## Exercise
Copy each line below containing "McNeil".

Dataset entries
== == ==

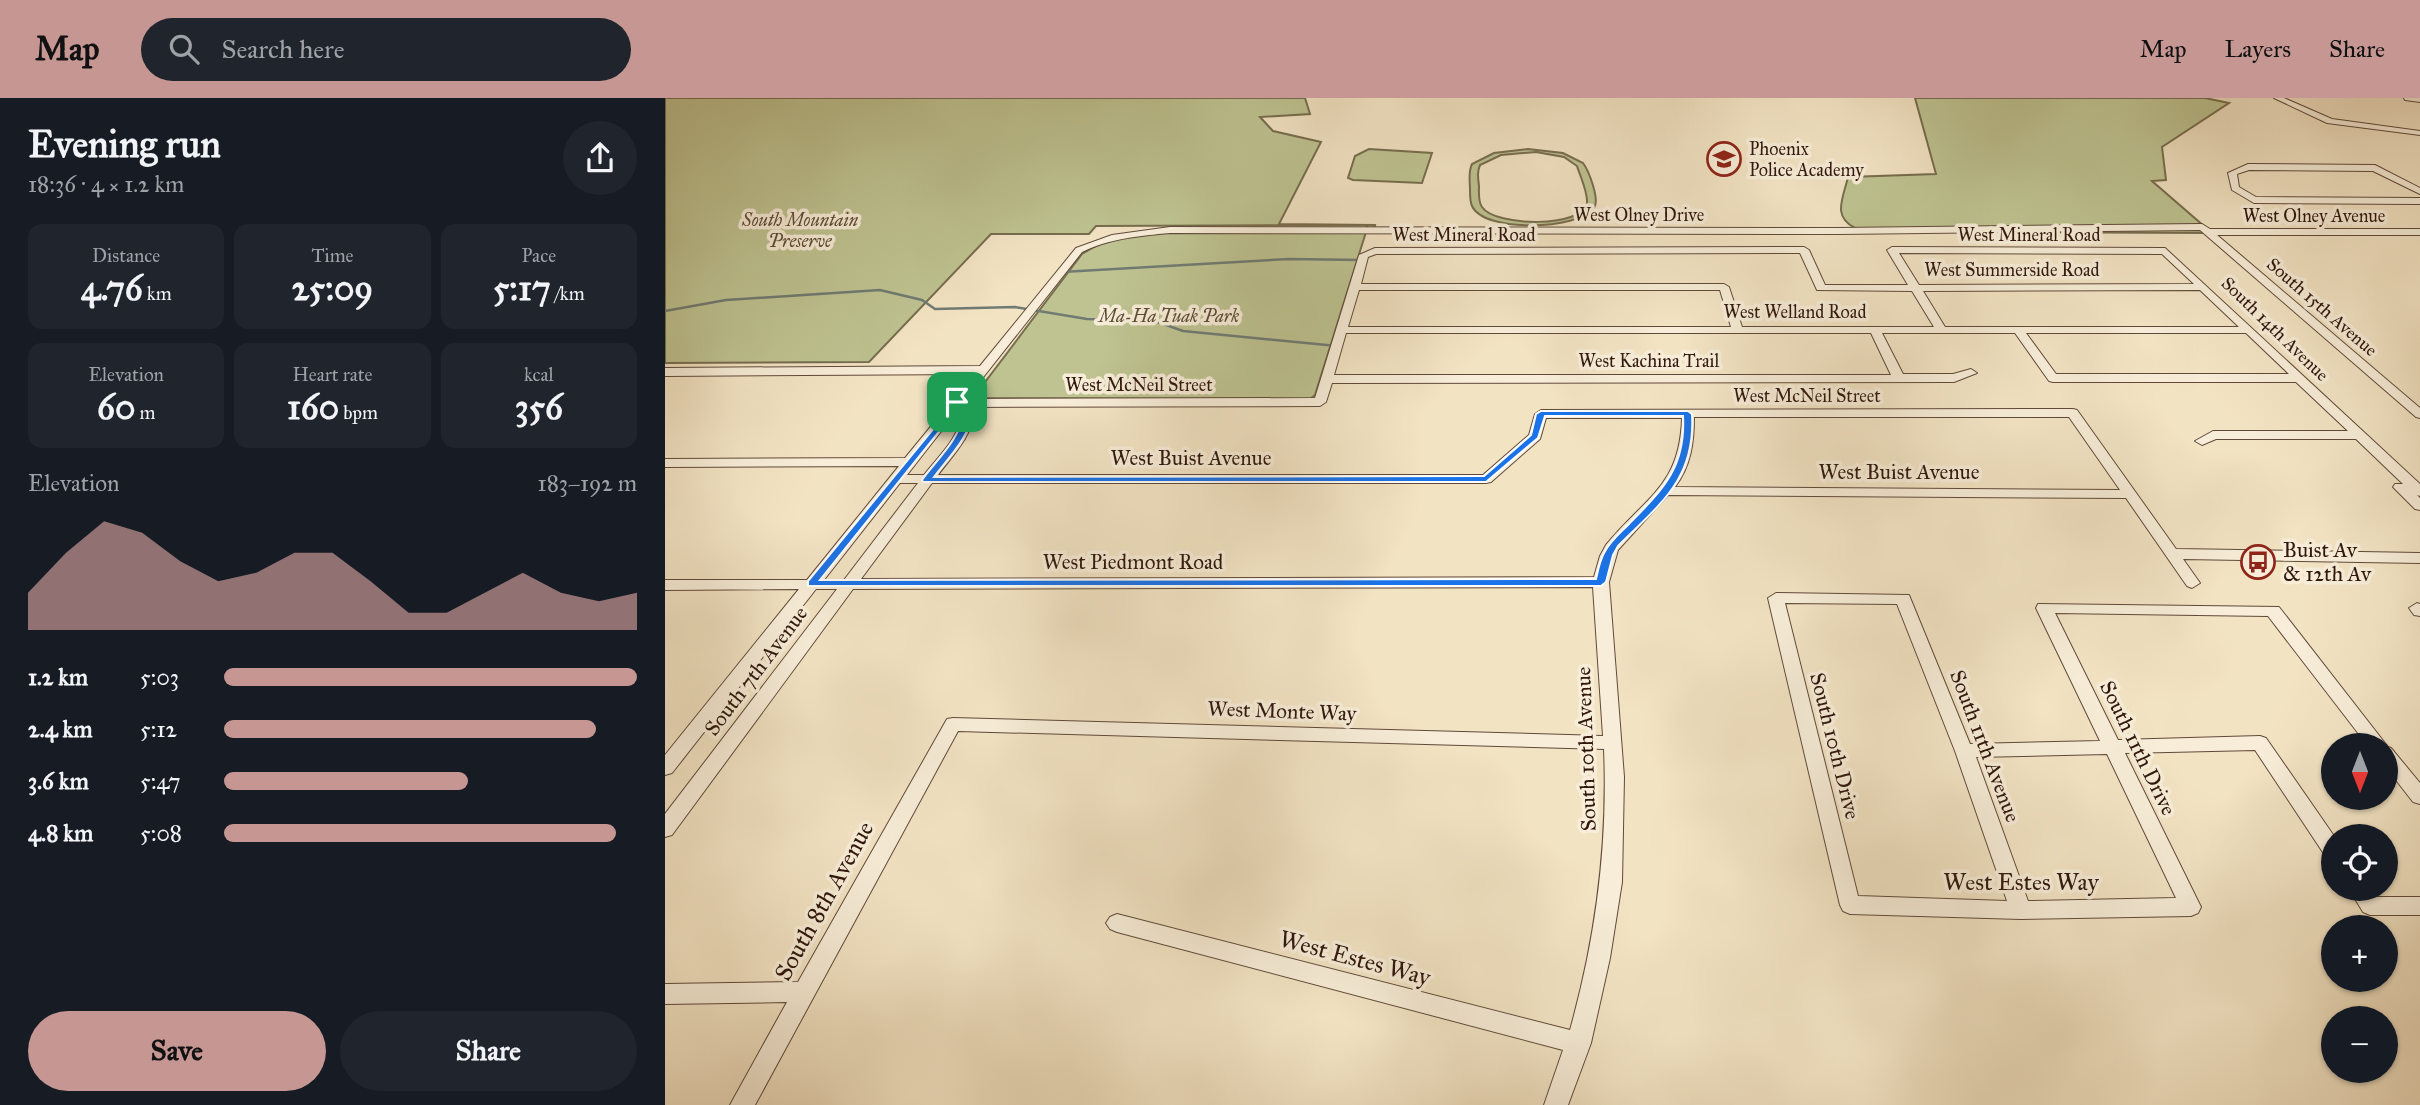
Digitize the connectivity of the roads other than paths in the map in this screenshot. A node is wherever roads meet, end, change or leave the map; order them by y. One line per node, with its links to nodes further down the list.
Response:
1 (2278, 98): 4 (street)
2 (2408, 98): 3 (street)
3 (2420, 100)
4 (2420, 133)
5 (2417, 184): 6 (street); 7 (street)
6 (2420, 191)
7 (2420, 201)
8 (2205, 229): 9 (street, West Olney Avenue); 10 (street, West Olney Drive); 30 (street, South 15th Avenue)
9 (2420, 232)
10 (1079, 250): 22 (street, South 7th Avenue)
11 (2165, 251): 13 (street, South 14th Avenue); 15 (street, West Mineral Road)
12 (1354, 287): 14 (street, West Mineral Road); 17 (street); 18 (street)
13 (2202, 287): 15 (street, West Summerside Road); 21 (street, South 14th Avenue)
14 (1821, 288): 15 (street, West Summerside Road)
15 (1915, 288): 16 (street)
16 (1941, 329): 19 (street, West Welland Road); 20 (street, West Welland Road)
17 (1342, 330): 18 (street, West Welland Road); 27 (street)
18 (1738, 330): 19 (street, West Welland Road)
19 (1875, 330): 25 (street)
20 (2018, 330): 21 (street, West Welland Road); 26 (street)
21 (2249, 330): 26 (street, South 14th Avenue)
22 (983, 370): 23 (street); 28 (street, South 7th Avenue)
23 (665, 372)
24 (1971, 373): 25 (street, West Kachina Trail)
25 (1899, 378): 27 (street, West Kachina Trail)
26 (2299, 378): 31 (street, South 14th Avenue)
27 (1327, 379): 28 (street, West McNeil Street)
28 (957, 402): 33 (street, South 7th Avenue); 37 (street, South 7th Avenue)
29 (1688, 414): 35 (street, West McNeil Street); 38 (street, South 10th Avenue); 39 (street, West McNeil Street)
30 (2420, 414)
31 (2358, 435): 32 (street); 40 (street, South 14th Avenue)
32 (2202, 441)
33 (910, 462): 34 (street); 36 (street, South 7th Avenue)
34 (665, 463)
35 (1486, 479): 37 (street, West Buist Avenue)
36 (895, 480): 37 (street, West Buist Avenue); 47 (street, South 7th Avenue)
37 (927, 480): 44 (street, South 7th Avenue)
38 (1667, 491): 39 (street, West Buist Avenue); 43 (street, South 10th Avenue)
39 (2130, 494): 41 (street)
40 (2419, 500)
41 (2173, 554): 42 (street); 45 (street)
42 (2420, 558)
43 (1601, 582): 44 (street, West Piedmont Road); 51 (street, South 10th Avenue)
44 (848, 583): 47 (street, West Piedmont Road); 57 (street, South 7th Avenue)
45 (2192, 583)
46 (665, 584): 47 (street, West Piedmont Road)
47 (812, 584): 54 (street, South 7th Avenue)
48 (1903, 599): 53 (street, South 11th Avenue); 60 (street, South 10th Drive)
49 (953, 723): 51 (street, West Monte Way); 65 (street, South 8th Avenue)
50 (2369, 733): 52 (street, South 11th Drive)
51 (1611, 743): 67 (street, South 10th Avenue)
52 (2111, 746): 53 (street); 58 (street); 62 (street, South 11th Drive)
53 (1964, 751): 63 (street, South 11th Avenue)
54 (665, 768)
55 (2398, 769): 56 (street)
56 (2420, 797)
57 (665, 829)
58 (2321, 832)
59 (2386, 901): 61 (street)
60 (1850, 905): 63 (street, West Estes Way)
61 (2420, 906)
62 (2191, 907): 63 (street, West Estes Way)
63 (2021, 910)
64 (1117, 923): 67 (street, West Estes Way)
65 (804, 992): 66 (street); 68 (street, South 8th Avenue)
66 (665, 993)
67 (1579, 1043): 69 (street, South 10th Avenue)
68 (742, 1105)
69 (1556, 1105)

== == ==

## Task output
27 (1327, 379): 28 (street, West McNeil Street)
29 (1688, 414): 35 (street, West McNeil Street); 38 (street, South 10th Avenue); 39 (street, West McNeil Street)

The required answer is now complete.